## Task goal
Set the pictures aside and return each record below precisely as written.

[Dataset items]
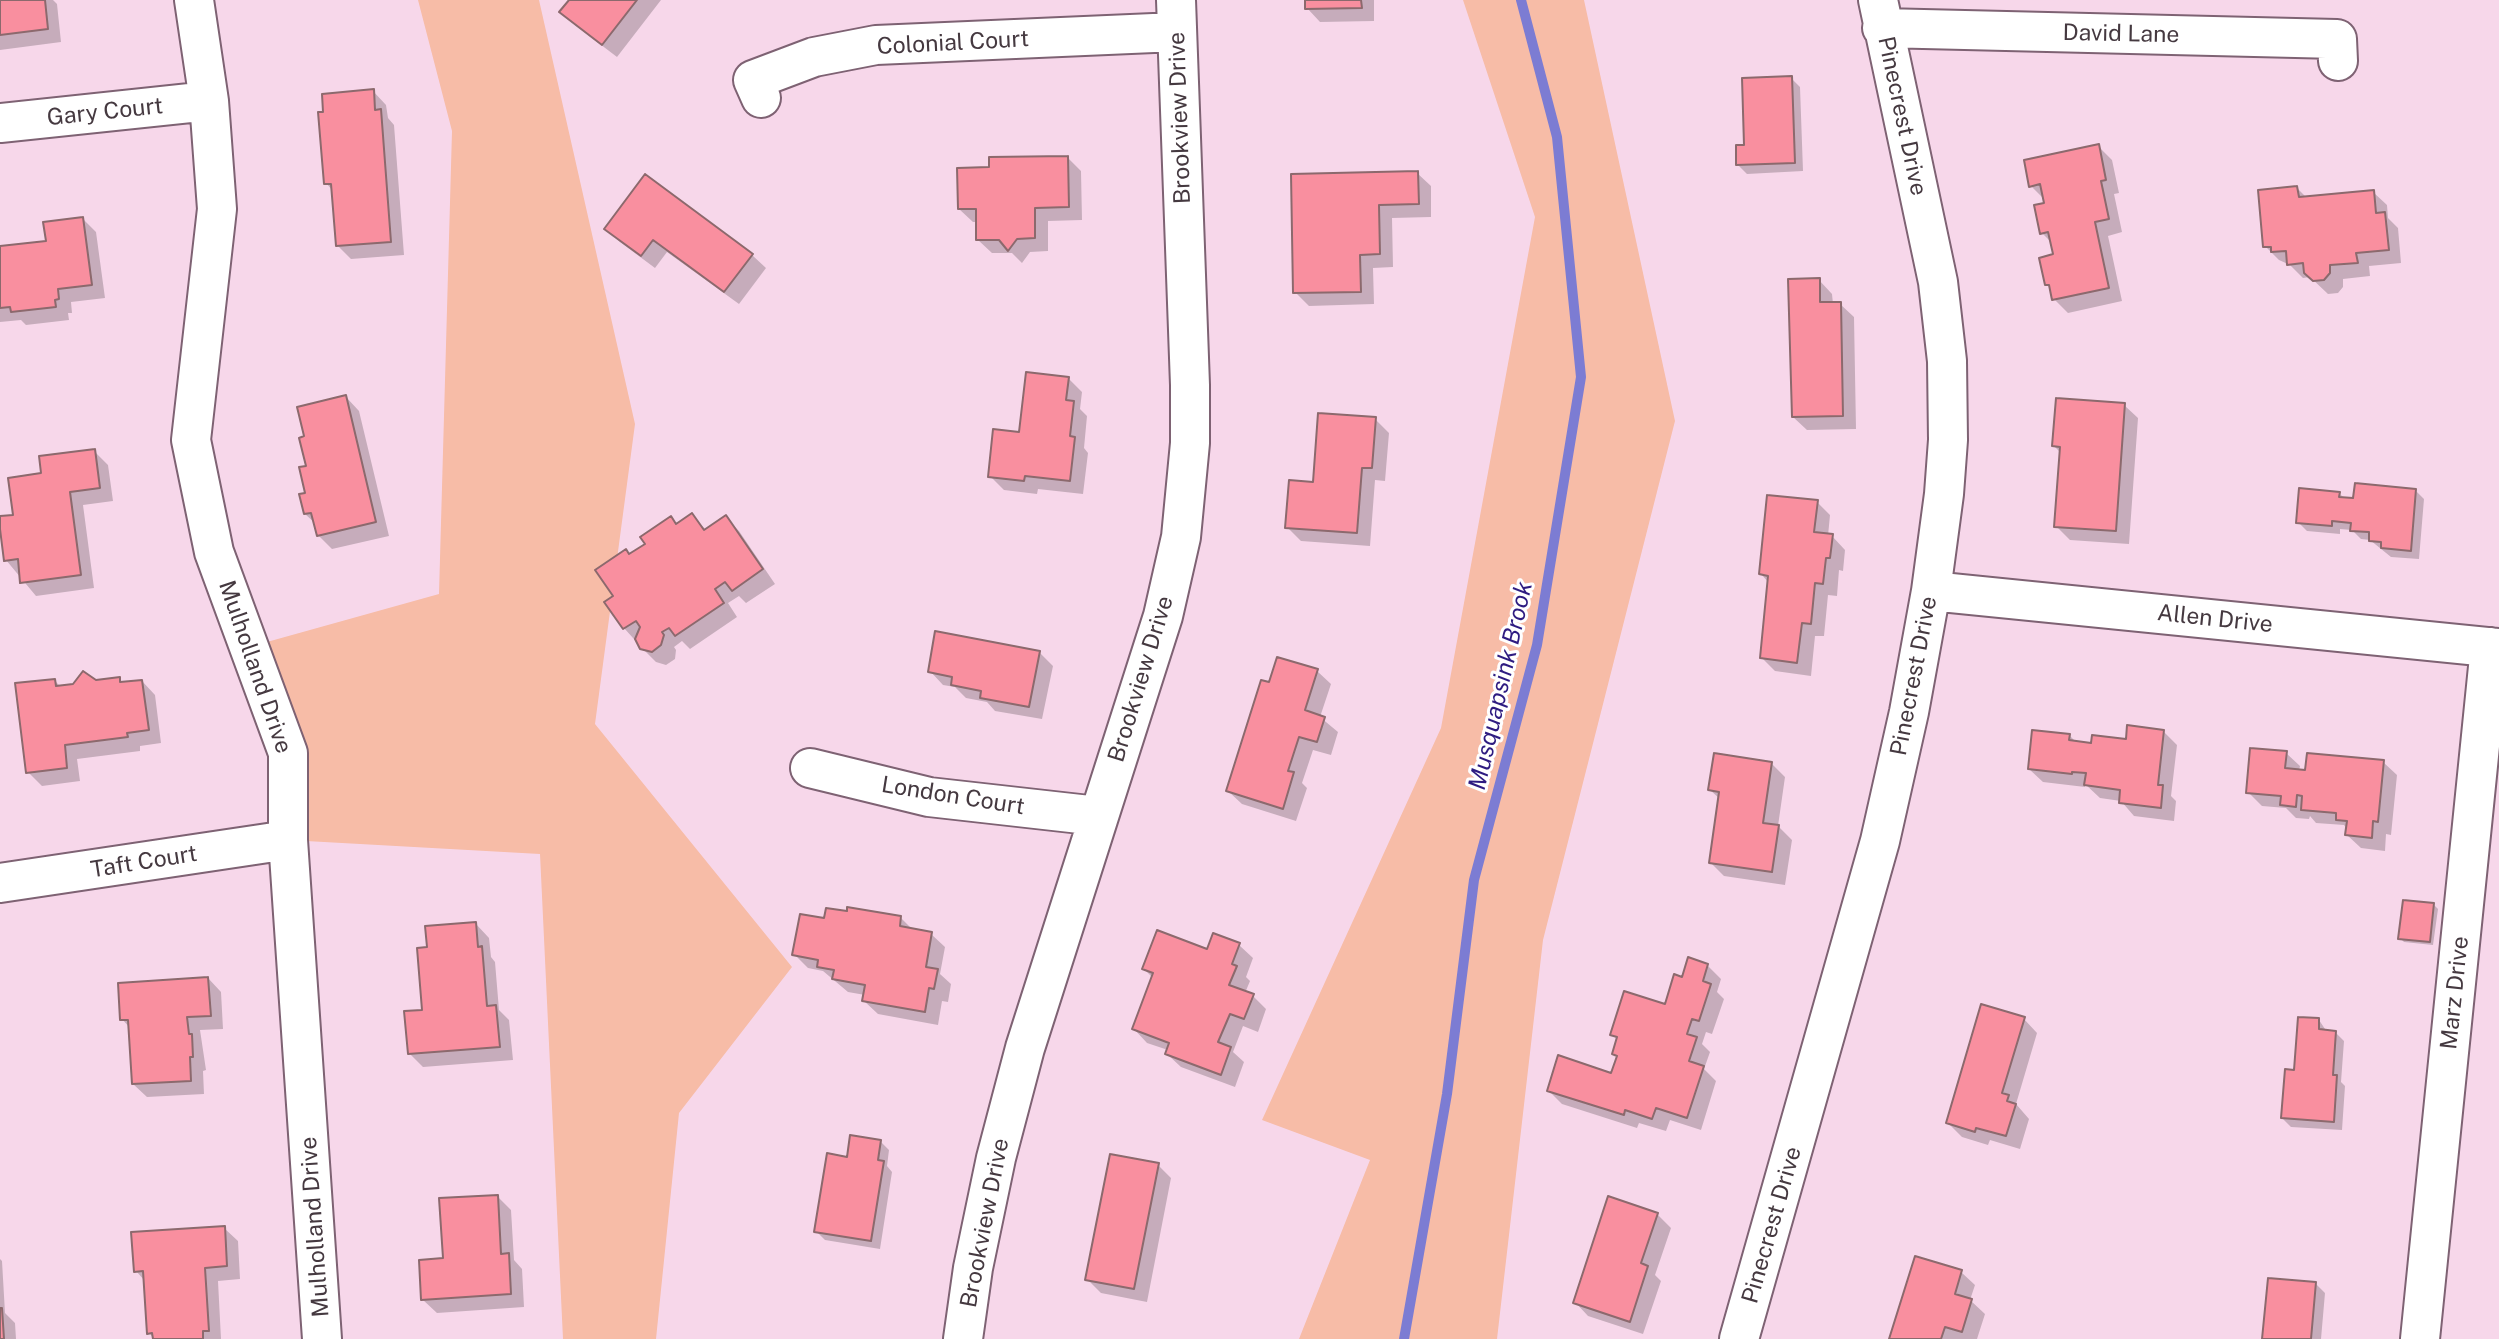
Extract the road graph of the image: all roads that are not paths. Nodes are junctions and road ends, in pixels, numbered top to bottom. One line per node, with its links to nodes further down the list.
1 (194, 0): 6 (street, Mulholland Drive)
2 (1880, 14): 4 (street, David Lane); 8 (street, Pinecrest Drive)
3 (1177, 16): 5 (street, Colonial Court); 11 (street, Brookview Drive)
4 (2338, 61)
5 (761, 98)
6 (209, 101): 7 (street, Gary Court); 12 (street, Mulholland Drive)
7 (0, 122)
8 (1931, 591): 9 (street, Allen Drive); 16 (street, Pinecrest Drive)
9 (2494, 647): 17 (street, Marz Drive)
10 (810, 768): 11 (street, London Court)
11 (1098, 816): 15 (street, Brookview Drive)
12 (288, 840): 13 (street, Taft Court); 14 (street, Mulholland Drive)
13 (0, 883)
14 (322, 1339)
15 (962, 1339)
16 (1740, 1339)
17 (2420, 1339)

## Solution
Extract the road graph of the image: all roads that are not paths. Nodes are junctions and road ends, in pixels, numbered top to bottom. One line per node, with its links to nodes further down the list.
1 (194, 0): 6 (street, Mulholland Drive)
2 (1880, 14): 4 (street, David Lane); 8 (street, Pinecrest Drive)
3 (1177, 16): 5 (street, Colonial Court); 11 (street, Brookview Drive)
4 (2338, 61)
5 (761, 98)
6 (209, 101): 7 (street, Gary Court); 12 (street, Mulholland Drive)
7 (0, 122)
8 (1931, 591): 9 (street, Allen Drive); 16 (street, Pinecrest Drive)
9 (2494, 647): 17 (street, Marz Drive)
10 (810, 768): 11 (street, London Court)
11 (1098, 816): 15 (street, Brookview Drive)
12 (288, 840): 13 (street, Taft Court); 14 (street, Mulholland Drive)
13 (0, 883)
14 (322, 1339)
15 (962, 1339)
16 (1740, 1339)
17 (2420, 1339)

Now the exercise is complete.